Quand on est dedans, c’est la fête tous les jours. On fonce. On s’amuse. On dépense sans compter.
Et on bosse.
J’ai appris plein de choses, j’ai progressé aux côtés des correcteurs, correctrices, des éditeurs, éditrices chez Nutty, chez Gephyre, Walrus et au 38. Je me suis enrichi au contact des artistes, pour des illustrations, pour les couvertures.
Ma période Z a aussi été celle de la découverte d’un monde. Celui de l’édition.
Et les salons.
Et le contact avec les lecteurs, les lectrices.
(Des zombies et des aliens ? Mais comment… Comment est-ce arrivé ? Je… Je tiens à dire que ces histoires ne sont pas issues de la consommation de produits illicites. Comme je dis parfois : tout est réfléchi, rien n’est calculé.)
L’ennui avec la lettre Z c’est qu’il n’y a plus rien après (sauf ces signes bizarres qu’on nous demande pour créer un mot de passe ou pour censurer de vilains mots…).
Je me dis que j’aurais dû commencer avec ma période A et j’aurais eu plus de munitions pour la suite.
J’aurais eu une période B, C… J’aurais sûrement sauté la période Q.
J’ai appris une chose importante durant cette période, peut-être l’enseignement plus important en ce qui me concerne, en tant qu’auteur.
Le leimotiv est mille fois répété sur les réseaux : tout a été écrit, tout a été inventé, il n’y a plus d’originalité, surtout en science-fiction, fantastique, horreur, etc.

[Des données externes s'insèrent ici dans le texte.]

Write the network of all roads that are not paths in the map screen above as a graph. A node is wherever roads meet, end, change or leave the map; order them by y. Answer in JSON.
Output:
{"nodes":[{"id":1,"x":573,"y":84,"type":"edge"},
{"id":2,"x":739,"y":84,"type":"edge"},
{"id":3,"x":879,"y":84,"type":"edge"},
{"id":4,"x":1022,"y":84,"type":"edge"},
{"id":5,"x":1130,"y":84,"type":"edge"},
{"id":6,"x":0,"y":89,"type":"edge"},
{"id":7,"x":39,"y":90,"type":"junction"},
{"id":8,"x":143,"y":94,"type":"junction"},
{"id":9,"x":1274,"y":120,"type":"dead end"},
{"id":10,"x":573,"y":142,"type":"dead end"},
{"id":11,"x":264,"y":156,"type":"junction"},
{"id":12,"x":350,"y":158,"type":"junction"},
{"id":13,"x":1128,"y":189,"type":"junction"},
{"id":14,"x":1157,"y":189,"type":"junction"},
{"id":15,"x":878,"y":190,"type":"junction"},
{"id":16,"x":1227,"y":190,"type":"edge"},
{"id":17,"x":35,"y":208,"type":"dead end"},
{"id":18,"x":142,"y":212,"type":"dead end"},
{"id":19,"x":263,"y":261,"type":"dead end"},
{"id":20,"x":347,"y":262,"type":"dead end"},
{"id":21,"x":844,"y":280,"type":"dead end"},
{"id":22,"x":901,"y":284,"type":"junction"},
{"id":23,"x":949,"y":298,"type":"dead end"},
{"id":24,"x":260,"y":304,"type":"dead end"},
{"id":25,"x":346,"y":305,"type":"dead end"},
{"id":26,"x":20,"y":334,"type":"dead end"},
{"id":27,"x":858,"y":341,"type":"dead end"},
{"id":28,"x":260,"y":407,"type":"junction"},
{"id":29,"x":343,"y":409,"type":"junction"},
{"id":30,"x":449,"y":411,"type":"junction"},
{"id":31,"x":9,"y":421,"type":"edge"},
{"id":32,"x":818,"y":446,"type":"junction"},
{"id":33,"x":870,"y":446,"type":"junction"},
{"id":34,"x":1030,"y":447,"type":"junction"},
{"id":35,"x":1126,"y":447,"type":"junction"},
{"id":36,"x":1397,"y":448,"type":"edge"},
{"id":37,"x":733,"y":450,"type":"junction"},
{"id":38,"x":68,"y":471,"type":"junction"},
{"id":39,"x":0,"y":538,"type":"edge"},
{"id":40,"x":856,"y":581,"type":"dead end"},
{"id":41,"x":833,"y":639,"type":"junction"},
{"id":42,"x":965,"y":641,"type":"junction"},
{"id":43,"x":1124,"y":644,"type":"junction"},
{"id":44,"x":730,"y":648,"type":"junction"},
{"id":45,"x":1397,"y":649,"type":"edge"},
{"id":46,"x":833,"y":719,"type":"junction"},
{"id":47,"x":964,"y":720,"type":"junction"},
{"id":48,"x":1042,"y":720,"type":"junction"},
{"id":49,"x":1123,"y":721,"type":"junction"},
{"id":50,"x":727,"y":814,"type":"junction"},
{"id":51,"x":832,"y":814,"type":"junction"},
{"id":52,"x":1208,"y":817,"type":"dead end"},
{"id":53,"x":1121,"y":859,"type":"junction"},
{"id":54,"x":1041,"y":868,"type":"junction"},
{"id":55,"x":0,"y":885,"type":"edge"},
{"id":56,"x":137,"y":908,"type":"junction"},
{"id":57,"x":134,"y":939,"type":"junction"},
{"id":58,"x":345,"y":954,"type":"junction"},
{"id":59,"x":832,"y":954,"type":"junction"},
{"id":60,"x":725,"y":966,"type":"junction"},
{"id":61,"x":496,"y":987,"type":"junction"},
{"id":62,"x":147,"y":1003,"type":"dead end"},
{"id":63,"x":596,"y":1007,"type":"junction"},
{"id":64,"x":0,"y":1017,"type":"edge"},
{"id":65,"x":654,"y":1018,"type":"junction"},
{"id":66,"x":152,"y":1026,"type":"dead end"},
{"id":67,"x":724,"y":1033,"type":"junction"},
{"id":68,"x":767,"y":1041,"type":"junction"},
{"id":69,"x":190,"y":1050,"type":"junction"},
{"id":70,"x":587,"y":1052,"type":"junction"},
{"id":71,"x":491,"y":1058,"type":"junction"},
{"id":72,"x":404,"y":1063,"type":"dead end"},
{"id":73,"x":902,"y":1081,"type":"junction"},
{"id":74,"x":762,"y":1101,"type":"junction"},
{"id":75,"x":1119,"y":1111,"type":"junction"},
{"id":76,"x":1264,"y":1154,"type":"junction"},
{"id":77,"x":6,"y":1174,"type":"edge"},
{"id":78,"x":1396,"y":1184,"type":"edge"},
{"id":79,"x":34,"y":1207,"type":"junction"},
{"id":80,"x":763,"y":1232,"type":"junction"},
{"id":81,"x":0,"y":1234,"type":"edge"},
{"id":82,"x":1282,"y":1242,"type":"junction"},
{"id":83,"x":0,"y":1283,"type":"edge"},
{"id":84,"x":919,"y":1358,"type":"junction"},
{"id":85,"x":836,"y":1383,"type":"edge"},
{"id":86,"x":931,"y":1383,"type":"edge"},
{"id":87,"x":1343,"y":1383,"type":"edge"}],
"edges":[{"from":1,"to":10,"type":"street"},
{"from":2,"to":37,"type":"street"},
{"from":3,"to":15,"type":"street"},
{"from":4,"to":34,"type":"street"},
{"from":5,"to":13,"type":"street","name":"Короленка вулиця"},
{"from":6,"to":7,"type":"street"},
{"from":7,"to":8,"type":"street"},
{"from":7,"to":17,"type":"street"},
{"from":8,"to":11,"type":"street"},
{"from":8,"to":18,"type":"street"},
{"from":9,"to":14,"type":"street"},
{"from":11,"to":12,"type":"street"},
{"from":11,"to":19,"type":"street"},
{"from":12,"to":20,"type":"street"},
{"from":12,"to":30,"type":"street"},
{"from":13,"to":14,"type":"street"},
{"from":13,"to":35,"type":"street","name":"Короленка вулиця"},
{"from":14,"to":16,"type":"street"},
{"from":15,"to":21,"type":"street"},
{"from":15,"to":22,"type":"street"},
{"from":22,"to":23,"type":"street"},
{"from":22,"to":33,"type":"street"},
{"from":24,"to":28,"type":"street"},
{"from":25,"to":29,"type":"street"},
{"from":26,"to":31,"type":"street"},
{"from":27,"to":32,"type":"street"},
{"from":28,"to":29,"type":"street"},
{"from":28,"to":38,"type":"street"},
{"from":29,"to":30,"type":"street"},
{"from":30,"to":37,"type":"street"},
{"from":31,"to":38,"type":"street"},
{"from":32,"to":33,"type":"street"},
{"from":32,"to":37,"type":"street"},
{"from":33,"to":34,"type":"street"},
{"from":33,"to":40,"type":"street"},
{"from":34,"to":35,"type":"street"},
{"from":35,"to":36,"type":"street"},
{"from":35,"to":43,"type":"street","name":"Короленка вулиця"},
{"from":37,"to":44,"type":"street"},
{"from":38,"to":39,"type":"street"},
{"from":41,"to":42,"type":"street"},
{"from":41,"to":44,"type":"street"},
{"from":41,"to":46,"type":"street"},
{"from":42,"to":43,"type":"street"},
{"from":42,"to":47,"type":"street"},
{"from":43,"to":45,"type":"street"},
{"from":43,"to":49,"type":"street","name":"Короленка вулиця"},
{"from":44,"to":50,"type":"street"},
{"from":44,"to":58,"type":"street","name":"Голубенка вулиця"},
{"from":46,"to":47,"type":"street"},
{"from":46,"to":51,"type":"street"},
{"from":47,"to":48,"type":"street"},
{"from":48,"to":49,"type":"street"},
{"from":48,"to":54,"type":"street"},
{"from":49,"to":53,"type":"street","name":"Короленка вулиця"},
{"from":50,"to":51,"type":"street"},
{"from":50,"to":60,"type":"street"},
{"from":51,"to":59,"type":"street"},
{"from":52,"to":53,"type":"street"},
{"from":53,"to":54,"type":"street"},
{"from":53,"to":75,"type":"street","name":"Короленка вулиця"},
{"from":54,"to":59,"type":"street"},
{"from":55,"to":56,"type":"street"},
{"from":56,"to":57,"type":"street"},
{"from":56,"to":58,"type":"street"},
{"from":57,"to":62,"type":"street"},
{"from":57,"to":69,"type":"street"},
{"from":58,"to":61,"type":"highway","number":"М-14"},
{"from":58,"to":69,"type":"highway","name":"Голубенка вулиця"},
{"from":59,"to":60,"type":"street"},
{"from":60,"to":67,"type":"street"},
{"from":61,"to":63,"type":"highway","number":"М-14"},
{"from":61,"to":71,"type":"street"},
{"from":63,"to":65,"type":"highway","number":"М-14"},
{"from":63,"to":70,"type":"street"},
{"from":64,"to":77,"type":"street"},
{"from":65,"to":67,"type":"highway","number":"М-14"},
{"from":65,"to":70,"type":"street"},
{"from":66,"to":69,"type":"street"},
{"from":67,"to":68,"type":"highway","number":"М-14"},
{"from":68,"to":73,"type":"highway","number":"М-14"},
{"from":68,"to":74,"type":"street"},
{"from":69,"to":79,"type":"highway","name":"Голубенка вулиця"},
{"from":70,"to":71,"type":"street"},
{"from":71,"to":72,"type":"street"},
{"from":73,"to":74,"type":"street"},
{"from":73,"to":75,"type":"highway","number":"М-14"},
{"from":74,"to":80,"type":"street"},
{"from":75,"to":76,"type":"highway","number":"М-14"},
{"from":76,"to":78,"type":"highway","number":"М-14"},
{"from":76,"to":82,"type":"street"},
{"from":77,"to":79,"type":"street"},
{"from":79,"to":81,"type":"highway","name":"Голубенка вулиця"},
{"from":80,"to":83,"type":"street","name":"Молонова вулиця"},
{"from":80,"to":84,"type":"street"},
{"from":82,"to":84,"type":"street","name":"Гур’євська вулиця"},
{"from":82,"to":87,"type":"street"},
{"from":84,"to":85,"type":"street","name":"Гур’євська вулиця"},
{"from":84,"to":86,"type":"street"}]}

Le thème zombie a certes été écumé en long en large et en travers par des générations d’artistes et pourtant… Toxic et Zoulag sont des exemples de récits originaux sur ce thème “usé jusqu’à la corde”. Sans pour autant renier les codes du genre.
Moi même, je ne pense pas avoir fait totalement le tour de la question.
Il reste des territoires Z inexplorés.
Il n’est pas impossible que j’y refasse une incursion.
Le problème avec les périodes, c’est qu’elles ne sont jamais totalement et définitivement terminées.